I think they changed it to it’s still an experiment and they are finishing evaluations to better understand the model.
bot-333
There are SO many models "bullshitting through some benchmarks or some other shenanigans" that I'm cooking my own benchmark system LOL.
"New RLAIF Finetuned 7b Model" Interesting. "beats Openchat 3.5" Nice! "and comes close to GPT-4" Bruh.
Another day, another people trying to make a whole story based on two tokens.
Not sure if self promotion here is allowed. I found my own IS-LM 3B to be the most coherent, verbose, and factual/correct 3B I've tried. IMO it's better than Rocket 3B, but it scores worse in benchmarks. I suspect a contamination in Rocket 3B.

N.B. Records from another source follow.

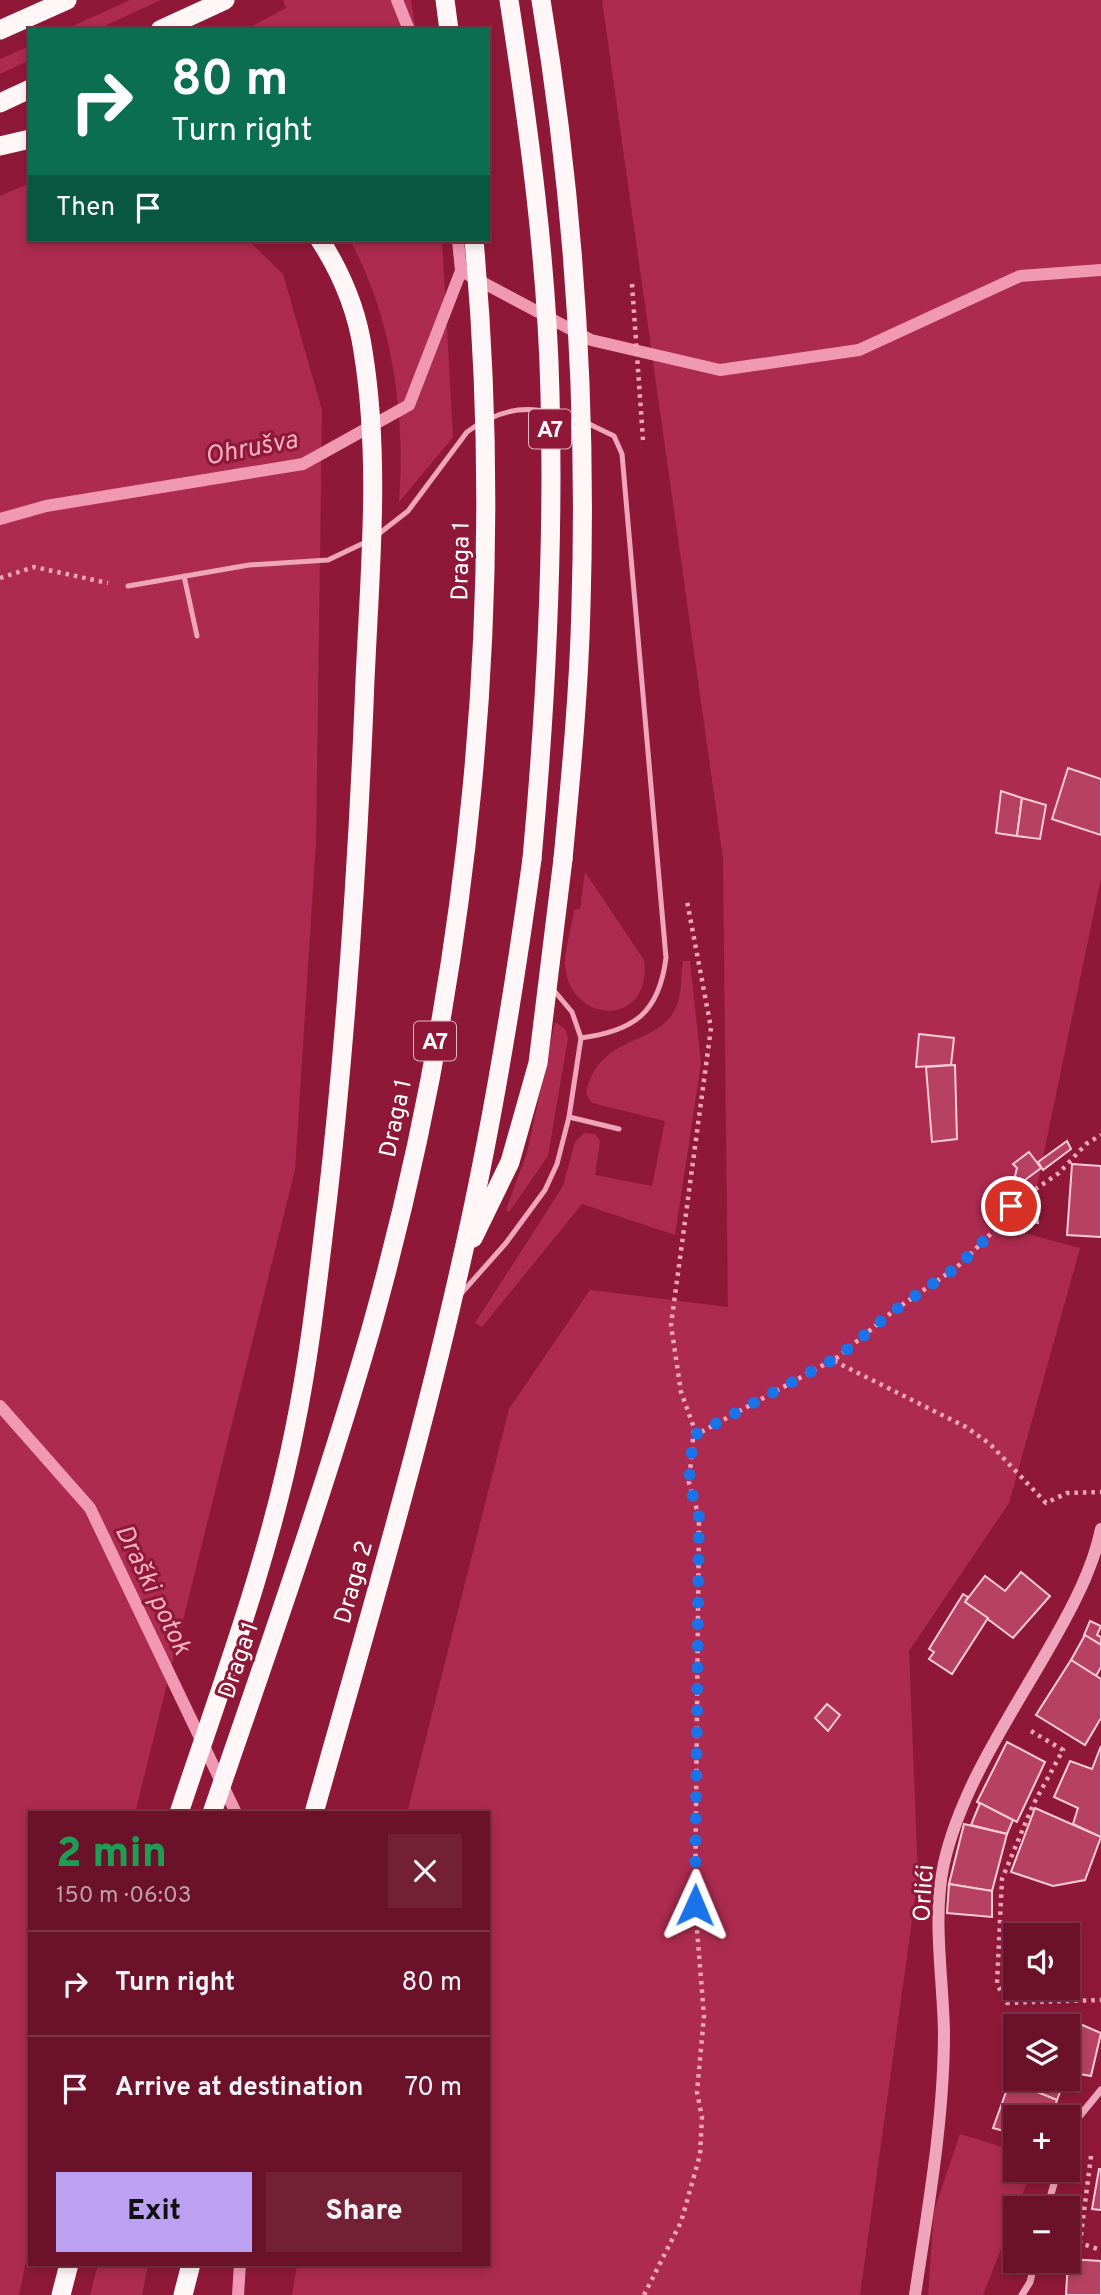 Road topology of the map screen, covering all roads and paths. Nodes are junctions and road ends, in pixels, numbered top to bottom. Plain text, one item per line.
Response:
1 (67, 0) edge
2 (225, 0) edge
3 (445, 0) edge
4 (509, 0) edge
5 (541, 0) edge
6 (164, 28) edge
7 (449, 28) edge
8 (0, 30) edge
9 (28, 90) edge
10 (0, 103) edge
11 (28, 139) edge
12 (0, 146) edge
13 (321, 242) edge
14 (474, 242) edge
15 (632, 284) dead end
16 (643, 446) dead end
17 (184, 576) junction
18 (0, 578) edge
19 (128, 586) joint
20 (197, 636) dead end
21 (687, 897) dead end
22 (548, 984) junction
23 (581, 1038) junction
24 (569, 1117) junction
25 (619, 1129) dead end
26 (1101, 1136) edge
27 (462, 1260) junction
28 (452, 1303) junction
29 (833, 1360) junction
30 (693, 1436) junction
31 (1101, 1492) edge
32 (1101, 1529) edge
33 (1009, 1718) junction
34 (180, 1811) edge
35 (213, 1811) edge
36 (315, 1811) edge
37 (1101, 2000) edge
38 (1101, 2090) edge
39 (1080, 2115) edge
40 (1092, 2152) dead end
41 (1101, 2250) edge
42 (68, 2266) edge
43 (190, 2266) edge
44 (1032, 2273) edge
45 (1030, 2283) junction
46 (61, 2295) edge
47 (183, 2295) edge
48 (644, 2295) edge
49 (915, 2295) edge
50 (1022, 2295) edge
51 (1033, 2295) edge

1 - 8 highway
2 - 6 highway
3 - 7 highway
4 - 27 highway, A7, bridge
5 - 22 highway, bridge
9 - 10 highway
11 - 12 highway
13 - 34 highway, bridge
14 - 35 highway, Draga 1 / A7, bridge
15 - 16 path
17 - 19 lane
17 - 20 lane
17 - 23 lane
18 - 19 path
21 - 30 path
22 - 23 lane
22 - 27 highway
23 - 24 lane
24 - 25 lane
24 - 28 lane
26 - 29 path
27 - 28 highway, A7
28 - 36 highway, Draga 2 / A7
29 - 30 path
29 - 31 path
30 - 48 path
32 - 33 street, Orlići
33 - 37 path
33 - 49 street, Orlići
38 - 39 street
40 - 41 path
42 - 46 highway
43 - 47 highway
44 - 45 street
45 - 50 street
45 - 51 street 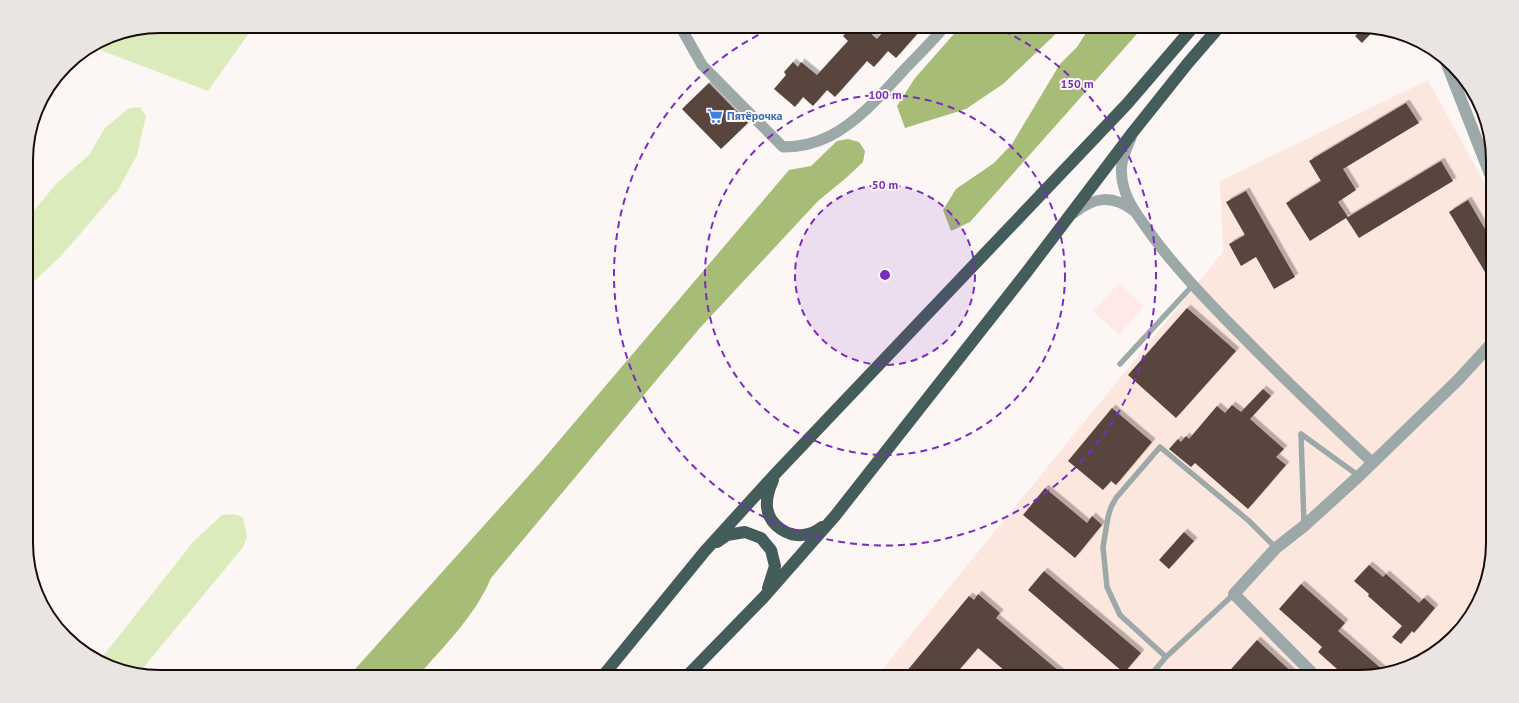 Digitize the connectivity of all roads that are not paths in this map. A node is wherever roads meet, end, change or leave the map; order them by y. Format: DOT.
graph roads {
  1 [pos="684,33"];
  2 [pos="938,33"];
  3 [pos="1188,33"];
  4 [pos="1214,33"];
  5 [pos="1450,71"];
  6 [pos="1133,132"];
  7 [pos="1486,164"];
  8 [pos="1136,212"];
  9 [pos="1071,216"];
  10 [pos="1193,285"];
  11 [pos="1486,350"];
  12 [pos="1120,364"];
  13 [pos="1373,463"];
  14 [pos="777,472"];
  15 [pos="1359,476"];
  16 [pos="835,516"];
  17 [pos="1304,526"];
  18 [pos="1276,548"];
  19 [pos="705,551"];
  20 [pos="1234,594"];
  21 [pos="763,598"];
  22 [pos="1166,656"];
  23 [pos="608,670"];
  24 [pos="693,670"];
  25 [pos="1155,670"];
  26 [pos="1309,670"];
  1 -- 2 [label="street"];
  3 -- 14 [label="highway"];
  4 -- 6 [label="highway"];
  5 -- 7 [label="street"];
  6 -- 8 [label="street"];
  6 -- 9 [label="highway"];
  8 -- 9 [label="street"];
  8 -- 10 [label="street"];
  9 -- 16 [label="highway"];
  10 -- 12 [label="lane"];
  10 -- 13 [label="street"];
  11 -- 13 [label="street"];
  13 -- 15 [label="street"];
  14 -- 16 [label="highway"];
  14 -- 19 [label="highway"];
  15 -- 17 [label="street"];
  15 -- 17 [label="lane"];
  16 -- 21 [label="highway"];
  17 -- 18 [label="street"];
  18 -- 20 [label="street"];
  18 -- 22 [label="lane"];
  19 -- 21 [label="highway"];
  19 -- 23 [label="highway"];
  20 -- 22 [label="lane"];
  20 -- 26 [label="street"];
  21 -- 24 [label="highway"];
  22 -- 25 [label="lane"];
} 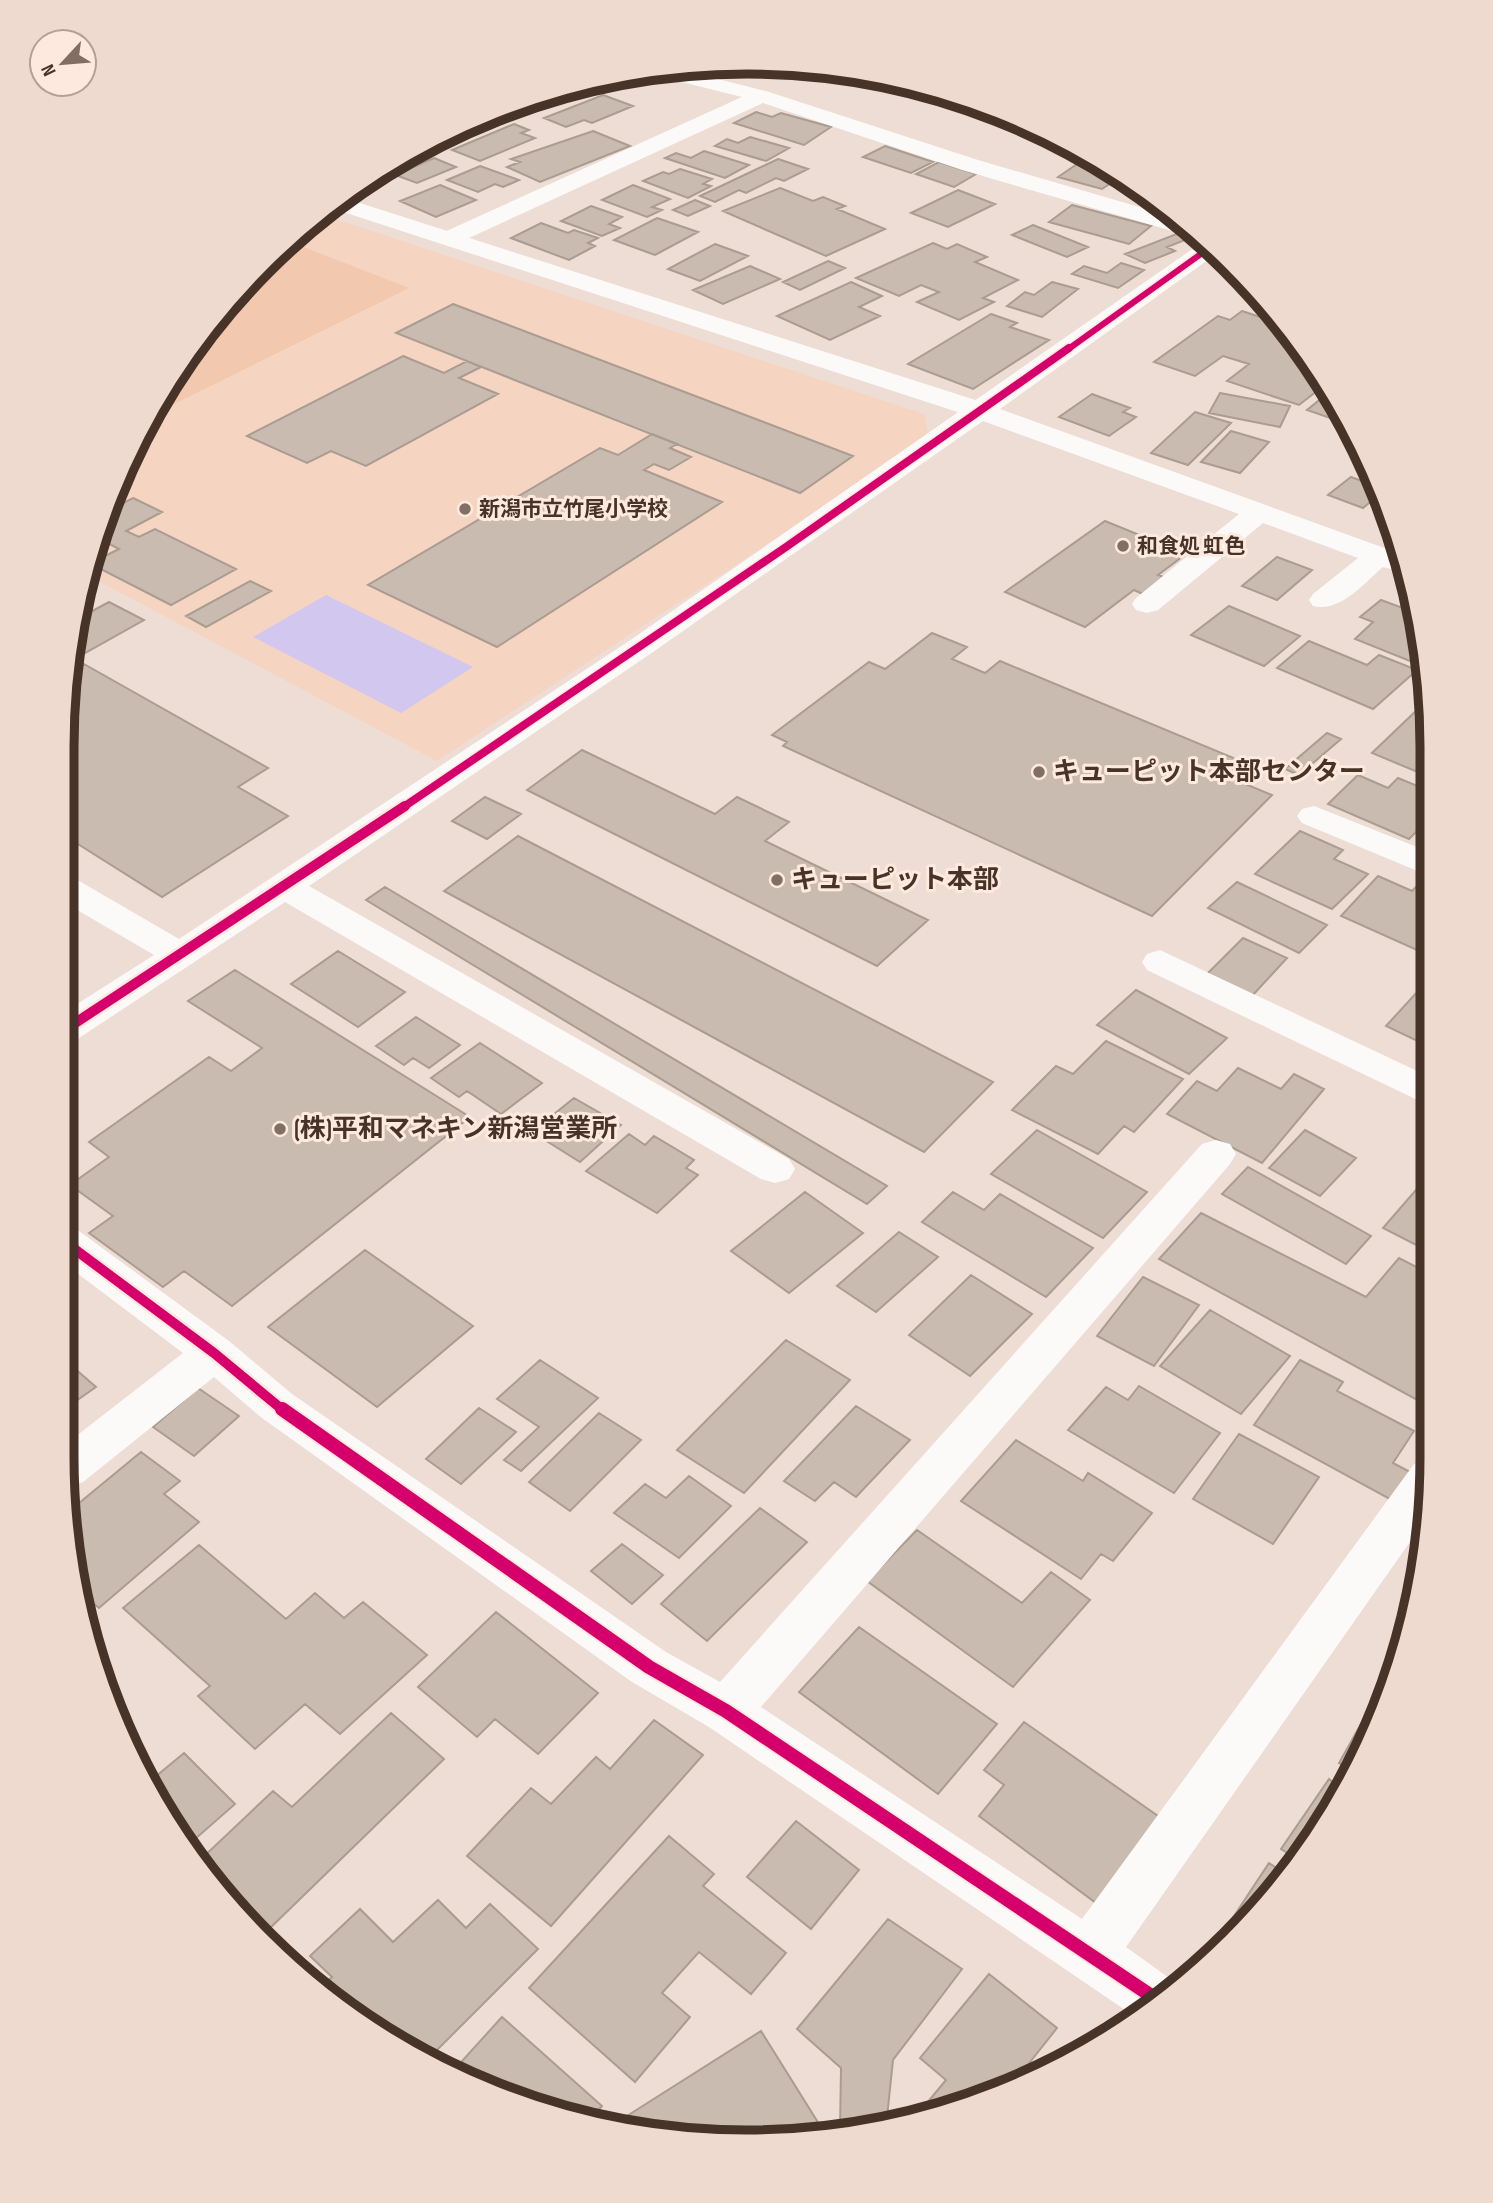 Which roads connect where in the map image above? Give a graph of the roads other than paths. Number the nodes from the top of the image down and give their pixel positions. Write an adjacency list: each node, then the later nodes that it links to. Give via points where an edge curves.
1 (684, 77): 2 (street)
2 (762, 96): 4 (street, via 970,165); 5 (street)
3 (347, 206): 5 (street)
4 (1167, 222)
5 (450, 238): 7 (street)
6 (1203, 253): 7 (street)
7 (982, 411): 8 (street); 14 (street)
8 (1260, 511): 9 (street); 11 (street)
9 (1392, 560): 10 (street)
10 (1324, 600)
11 (1147, 604)
12 (1314, 816): 13 (street)
13 (1420, 861)
14 (286, 888): 16 (street); 21 (street)
15 (74, 893): 16 (street)
16 (180, 955): 18 (street)
17 (1160, 962): 19 (street)
18 (74, 1024)
19 (1420, 1088)
20 (1216, 1154): 26 (street)
21 (775, 1170)
22 (74, 1249): 23 (street)
23 (214, 1353): 24 (street); 26 (street, via 276,1406 649,1667)
24 (74, 1463)
25 (1418, 1493): 27 (street)
26 (726, 1711): 27 (street)
27 (1089, 1954): 28 (street)
28 (1150, 1994)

Can you try my new IS-LM? GGUF: https://huggingface.co/UmbrellaCorp/IS-LM-3B_GGUF. I found it really good. Thanks.
I suggest you to try IS-LM 3B.
Are you using the correct prompt template?
I think I need to remind people of the benchmarks used, MT-Bench and AlpacaEval are terrible benchmarks.
I see that their distilled model is much worse than StableLM 3E1T, so the finetuning improved a lot. Unfortunately they didn’t release the datasets(Would that still be considered Open Source?). Also I’m pretty sure my StableLM finetunes are better in the Open LLM Benchmarks, they just don’t allow StableLM models to be submitted.
I guess they might open source the 600B one? They have different names, so maybe different training approaches.